For the entries presented below, indicate the number of lines that include the word "middle", adding nothing else.

Content starts

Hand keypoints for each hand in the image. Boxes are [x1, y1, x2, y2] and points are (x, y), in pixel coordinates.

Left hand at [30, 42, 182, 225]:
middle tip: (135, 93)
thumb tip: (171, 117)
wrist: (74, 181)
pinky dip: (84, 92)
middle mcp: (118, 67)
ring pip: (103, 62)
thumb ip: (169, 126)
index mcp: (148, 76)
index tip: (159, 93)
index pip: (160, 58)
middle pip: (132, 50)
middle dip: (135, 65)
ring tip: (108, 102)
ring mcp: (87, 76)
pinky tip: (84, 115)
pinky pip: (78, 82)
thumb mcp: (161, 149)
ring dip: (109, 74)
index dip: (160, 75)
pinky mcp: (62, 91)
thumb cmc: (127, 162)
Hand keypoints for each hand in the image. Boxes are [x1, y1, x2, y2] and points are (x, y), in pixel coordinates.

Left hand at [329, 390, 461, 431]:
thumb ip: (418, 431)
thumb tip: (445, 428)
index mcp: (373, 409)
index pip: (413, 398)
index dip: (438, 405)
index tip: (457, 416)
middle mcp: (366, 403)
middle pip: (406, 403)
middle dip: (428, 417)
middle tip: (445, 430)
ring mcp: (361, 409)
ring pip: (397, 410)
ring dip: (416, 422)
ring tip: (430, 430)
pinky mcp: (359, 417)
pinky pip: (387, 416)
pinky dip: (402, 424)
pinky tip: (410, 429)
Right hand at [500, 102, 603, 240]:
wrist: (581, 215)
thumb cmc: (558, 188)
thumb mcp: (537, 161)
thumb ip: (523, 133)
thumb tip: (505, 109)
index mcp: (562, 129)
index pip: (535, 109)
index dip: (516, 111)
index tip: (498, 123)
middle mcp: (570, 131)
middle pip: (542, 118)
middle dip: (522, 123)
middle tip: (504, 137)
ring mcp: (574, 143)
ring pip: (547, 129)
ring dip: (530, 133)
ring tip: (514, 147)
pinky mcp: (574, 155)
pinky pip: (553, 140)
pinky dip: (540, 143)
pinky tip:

Content ends

### Result of this exercise:
12